IBM has provided the majority of the world's mainframes and Stockburger says about 70 per cent of the world's mission-critical processing systems still runs on them. NASA decommissioned its last mainframe, an IBM Z9, in February.
"The mainframe's strongest assets lie in its reliability, availability, manageability and security, and its ability to process a large amount of transactions in a very short period of time.
"Mainframe applications are built to handle these consumer-driven transaction loads and associated extremely large amounts of data – securely," says Stockburger.
Mainframes will continue to be relevant, says Roy Illsley, principal analyst at Ovum.
"The world will be hybrid (of platforms) and the mainframe will be a part of that. The rise of mobile will change how we work and where we work, but something will still need to capture, analyse and crunch all the data, and that is likely to still be a mainframe," says Illsley.
But not everyone agrees. Dave Stevens, managing director of Brennan IT consultants, says mainframes are too slow for the current pace of innovation.
"Legacy systems stop organisations from being nimble. Every time there is a change in business process, you need to make the legacy system work with that. This slows down the time to market," Stevens says.
A recent Gartner report, says mainframe-based applications can't deliver the agility required to introduce new products to market fast.
Most, it says, are monolithic and difficult to change, citing that project approvals average one to two years, and implementations up to five to seven years.
Institutions that continue to remain on mainframe based applications beyond another five to ten years face risks including growing maintenance costs, skills shortage, and poor integration with other systems, according to the Mainframe Application Liability: Don't Get Left Behind report.
Fading skill set
IT recruiters say increasingly fewer people know what to do with mainframes.

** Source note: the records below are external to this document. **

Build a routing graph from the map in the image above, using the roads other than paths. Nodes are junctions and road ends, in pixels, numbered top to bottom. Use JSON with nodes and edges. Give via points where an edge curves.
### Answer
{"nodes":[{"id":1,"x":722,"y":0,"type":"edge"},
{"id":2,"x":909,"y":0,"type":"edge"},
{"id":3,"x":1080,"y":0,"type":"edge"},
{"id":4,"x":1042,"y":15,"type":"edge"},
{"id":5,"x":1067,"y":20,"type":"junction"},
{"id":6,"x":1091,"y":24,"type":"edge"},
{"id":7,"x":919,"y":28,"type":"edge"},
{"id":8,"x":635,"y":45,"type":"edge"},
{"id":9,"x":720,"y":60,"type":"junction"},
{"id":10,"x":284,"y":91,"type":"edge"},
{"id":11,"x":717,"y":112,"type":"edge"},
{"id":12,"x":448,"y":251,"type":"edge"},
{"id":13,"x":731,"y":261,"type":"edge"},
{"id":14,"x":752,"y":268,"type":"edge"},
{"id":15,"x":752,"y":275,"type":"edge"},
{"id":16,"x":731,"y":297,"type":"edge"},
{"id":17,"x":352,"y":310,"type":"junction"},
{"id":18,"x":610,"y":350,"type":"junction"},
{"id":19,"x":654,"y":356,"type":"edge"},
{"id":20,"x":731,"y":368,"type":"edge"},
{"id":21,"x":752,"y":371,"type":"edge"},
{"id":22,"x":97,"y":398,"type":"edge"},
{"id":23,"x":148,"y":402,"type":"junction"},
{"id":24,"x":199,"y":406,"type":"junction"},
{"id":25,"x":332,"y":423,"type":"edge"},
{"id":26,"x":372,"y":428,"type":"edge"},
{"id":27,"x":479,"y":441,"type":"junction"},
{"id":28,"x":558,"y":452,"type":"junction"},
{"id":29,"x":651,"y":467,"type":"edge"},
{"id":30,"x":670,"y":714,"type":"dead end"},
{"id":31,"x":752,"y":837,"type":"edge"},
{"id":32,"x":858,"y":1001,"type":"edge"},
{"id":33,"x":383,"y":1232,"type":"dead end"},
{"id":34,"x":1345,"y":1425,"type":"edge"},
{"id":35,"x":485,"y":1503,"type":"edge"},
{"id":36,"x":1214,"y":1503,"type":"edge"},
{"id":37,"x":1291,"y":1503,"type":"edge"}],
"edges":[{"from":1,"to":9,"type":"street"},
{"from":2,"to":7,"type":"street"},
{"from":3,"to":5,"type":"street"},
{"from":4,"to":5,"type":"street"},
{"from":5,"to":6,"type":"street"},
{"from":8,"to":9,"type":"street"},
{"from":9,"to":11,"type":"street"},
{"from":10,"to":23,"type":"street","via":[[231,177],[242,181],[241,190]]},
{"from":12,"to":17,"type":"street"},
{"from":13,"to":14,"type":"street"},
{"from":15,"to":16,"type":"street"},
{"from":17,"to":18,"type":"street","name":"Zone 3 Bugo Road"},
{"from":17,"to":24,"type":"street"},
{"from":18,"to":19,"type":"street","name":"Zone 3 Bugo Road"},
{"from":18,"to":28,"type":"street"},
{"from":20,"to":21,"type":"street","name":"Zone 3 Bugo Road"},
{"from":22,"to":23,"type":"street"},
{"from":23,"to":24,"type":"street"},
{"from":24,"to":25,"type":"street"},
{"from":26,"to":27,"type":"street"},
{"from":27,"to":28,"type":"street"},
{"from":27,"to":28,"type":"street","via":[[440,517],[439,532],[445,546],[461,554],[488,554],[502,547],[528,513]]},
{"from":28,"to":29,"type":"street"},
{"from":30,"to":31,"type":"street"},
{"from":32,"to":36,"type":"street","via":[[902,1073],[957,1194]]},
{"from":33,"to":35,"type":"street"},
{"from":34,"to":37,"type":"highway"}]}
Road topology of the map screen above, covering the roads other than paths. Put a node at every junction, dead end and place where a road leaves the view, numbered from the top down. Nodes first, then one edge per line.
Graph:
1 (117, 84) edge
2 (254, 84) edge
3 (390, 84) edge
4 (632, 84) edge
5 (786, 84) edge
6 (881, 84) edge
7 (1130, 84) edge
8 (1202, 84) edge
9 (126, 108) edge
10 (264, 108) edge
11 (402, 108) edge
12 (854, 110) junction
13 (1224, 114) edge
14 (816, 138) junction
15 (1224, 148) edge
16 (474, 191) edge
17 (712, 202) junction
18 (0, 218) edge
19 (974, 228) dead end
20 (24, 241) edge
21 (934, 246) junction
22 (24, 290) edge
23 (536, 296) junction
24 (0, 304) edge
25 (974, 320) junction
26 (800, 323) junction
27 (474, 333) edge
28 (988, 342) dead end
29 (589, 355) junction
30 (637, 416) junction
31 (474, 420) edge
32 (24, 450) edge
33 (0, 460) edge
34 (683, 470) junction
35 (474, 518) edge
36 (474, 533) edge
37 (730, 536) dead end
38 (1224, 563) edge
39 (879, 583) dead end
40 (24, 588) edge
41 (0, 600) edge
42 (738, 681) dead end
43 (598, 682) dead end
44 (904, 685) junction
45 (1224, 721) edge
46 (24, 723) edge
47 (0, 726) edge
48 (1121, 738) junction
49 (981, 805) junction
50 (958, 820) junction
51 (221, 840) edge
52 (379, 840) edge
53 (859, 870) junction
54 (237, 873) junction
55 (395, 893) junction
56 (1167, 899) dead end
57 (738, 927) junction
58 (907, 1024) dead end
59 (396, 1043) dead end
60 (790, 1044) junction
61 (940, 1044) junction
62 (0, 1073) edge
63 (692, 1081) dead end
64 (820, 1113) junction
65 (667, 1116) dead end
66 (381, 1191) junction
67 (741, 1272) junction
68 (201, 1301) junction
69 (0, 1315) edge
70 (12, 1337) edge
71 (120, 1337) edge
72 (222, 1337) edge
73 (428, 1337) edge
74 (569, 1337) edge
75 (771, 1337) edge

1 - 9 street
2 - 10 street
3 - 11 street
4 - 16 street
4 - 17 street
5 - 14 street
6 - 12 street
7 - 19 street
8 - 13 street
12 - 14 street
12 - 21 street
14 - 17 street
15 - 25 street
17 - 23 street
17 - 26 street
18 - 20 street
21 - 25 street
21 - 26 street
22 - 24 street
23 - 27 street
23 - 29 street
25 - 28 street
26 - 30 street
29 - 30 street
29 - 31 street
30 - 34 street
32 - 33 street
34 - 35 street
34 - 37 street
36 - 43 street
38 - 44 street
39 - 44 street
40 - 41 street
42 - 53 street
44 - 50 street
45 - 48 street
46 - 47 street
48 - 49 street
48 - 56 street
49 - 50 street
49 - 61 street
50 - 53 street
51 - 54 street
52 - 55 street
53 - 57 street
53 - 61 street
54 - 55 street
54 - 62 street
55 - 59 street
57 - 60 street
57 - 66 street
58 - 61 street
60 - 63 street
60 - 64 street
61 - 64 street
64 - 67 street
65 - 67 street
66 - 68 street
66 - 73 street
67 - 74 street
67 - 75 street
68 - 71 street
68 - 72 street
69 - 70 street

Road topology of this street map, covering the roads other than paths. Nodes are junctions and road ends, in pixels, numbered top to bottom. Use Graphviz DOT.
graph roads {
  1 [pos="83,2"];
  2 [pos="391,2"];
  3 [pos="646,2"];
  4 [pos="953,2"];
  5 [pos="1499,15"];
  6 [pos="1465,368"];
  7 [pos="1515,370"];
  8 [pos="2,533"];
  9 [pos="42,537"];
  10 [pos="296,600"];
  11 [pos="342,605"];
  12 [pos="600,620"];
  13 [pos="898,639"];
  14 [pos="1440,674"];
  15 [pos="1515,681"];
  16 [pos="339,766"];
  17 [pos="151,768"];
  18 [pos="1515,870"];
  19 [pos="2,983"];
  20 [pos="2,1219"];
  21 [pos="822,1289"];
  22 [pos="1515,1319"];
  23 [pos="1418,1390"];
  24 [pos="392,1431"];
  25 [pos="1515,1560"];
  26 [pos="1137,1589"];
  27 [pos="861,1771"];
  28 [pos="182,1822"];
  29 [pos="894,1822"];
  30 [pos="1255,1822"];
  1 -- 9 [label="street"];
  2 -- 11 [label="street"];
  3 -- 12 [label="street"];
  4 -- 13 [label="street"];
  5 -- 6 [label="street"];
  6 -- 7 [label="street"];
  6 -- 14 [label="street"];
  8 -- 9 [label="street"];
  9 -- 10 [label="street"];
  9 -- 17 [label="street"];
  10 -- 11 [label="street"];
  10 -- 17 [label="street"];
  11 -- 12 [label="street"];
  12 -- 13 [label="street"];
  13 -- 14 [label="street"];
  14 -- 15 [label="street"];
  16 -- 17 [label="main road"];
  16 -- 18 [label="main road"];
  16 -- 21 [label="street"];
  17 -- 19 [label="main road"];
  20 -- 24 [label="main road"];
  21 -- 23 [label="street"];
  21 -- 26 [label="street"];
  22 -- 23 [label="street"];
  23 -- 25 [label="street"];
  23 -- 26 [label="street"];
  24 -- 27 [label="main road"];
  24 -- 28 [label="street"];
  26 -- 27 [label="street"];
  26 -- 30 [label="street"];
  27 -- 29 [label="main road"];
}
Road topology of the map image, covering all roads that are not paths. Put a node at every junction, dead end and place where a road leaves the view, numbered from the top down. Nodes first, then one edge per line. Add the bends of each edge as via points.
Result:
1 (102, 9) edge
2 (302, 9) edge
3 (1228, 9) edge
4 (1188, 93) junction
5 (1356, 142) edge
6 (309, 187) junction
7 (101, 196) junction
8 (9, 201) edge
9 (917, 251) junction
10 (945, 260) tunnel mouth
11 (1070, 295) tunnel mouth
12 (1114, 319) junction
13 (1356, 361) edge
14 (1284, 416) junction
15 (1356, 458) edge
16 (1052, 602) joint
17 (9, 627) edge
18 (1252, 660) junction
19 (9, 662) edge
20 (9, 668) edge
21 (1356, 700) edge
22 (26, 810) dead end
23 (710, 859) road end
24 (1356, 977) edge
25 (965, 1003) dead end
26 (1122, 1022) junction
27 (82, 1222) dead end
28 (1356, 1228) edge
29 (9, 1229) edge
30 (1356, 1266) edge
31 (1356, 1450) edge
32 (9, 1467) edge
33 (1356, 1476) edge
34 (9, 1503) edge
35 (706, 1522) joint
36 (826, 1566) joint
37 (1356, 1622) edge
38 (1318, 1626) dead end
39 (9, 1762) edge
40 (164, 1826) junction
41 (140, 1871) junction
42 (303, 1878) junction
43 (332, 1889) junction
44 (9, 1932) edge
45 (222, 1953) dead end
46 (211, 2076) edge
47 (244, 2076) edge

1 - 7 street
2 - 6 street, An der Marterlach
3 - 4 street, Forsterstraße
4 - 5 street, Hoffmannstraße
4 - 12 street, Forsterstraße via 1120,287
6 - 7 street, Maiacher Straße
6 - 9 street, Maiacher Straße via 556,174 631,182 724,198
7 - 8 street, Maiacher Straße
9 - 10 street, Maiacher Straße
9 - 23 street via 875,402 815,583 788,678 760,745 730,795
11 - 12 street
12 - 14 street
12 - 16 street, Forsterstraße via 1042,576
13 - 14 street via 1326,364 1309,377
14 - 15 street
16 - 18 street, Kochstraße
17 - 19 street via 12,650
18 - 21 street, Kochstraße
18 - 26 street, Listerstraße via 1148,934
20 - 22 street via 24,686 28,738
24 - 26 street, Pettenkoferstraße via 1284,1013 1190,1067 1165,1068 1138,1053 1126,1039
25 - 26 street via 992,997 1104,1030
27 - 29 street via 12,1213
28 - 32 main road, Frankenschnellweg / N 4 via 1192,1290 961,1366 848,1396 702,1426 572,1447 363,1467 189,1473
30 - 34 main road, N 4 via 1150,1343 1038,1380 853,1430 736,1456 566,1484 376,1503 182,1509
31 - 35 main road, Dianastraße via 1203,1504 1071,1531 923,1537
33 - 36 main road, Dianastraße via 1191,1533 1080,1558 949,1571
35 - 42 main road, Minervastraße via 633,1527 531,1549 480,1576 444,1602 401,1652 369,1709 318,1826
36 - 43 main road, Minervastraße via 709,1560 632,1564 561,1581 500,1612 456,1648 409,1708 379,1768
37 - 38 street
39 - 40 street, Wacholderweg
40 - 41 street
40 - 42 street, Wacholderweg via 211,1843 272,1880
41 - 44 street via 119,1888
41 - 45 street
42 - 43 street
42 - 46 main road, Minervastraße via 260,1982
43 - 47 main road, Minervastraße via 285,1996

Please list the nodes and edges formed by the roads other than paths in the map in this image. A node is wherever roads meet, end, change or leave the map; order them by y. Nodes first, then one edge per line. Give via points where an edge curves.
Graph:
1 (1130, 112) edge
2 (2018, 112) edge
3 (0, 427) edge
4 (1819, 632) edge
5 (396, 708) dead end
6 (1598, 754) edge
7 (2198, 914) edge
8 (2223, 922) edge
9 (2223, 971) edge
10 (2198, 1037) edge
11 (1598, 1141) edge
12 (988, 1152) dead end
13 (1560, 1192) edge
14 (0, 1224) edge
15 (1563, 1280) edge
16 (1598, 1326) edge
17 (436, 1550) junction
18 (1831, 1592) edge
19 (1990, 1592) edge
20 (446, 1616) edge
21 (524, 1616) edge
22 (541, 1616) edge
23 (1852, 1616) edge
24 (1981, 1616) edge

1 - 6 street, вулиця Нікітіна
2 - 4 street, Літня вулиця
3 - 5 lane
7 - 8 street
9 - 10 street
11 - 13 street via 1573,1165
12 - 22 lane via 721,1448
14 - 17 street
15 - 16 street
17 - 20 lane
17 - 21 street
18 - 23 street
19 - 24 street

CITI Recruitment and Peoplebank both report low demand for mainframe personnel. Most experienced mainframe workers are being used in large businesses for support, maintenance and minor development, they say.
IBM runs an academic initiative to ensure mainframe skills don't become extinct, but universities are not producing graduates with traditional mainframe skills, says the Gartner report.
It has been many years, since Monash University in Melbourne taught mainframe skills such as COBOL and RPG programming languages or the OS360 operating system, says Professor David Abramson at the Faculty of Information Technology at Monash University.
Instead, he says universities focus on teaching generic IT skills.
"We expect our graduates to be able to move from one current technology to another. Given the pace of change in technology, this is really the only sane way to proceed."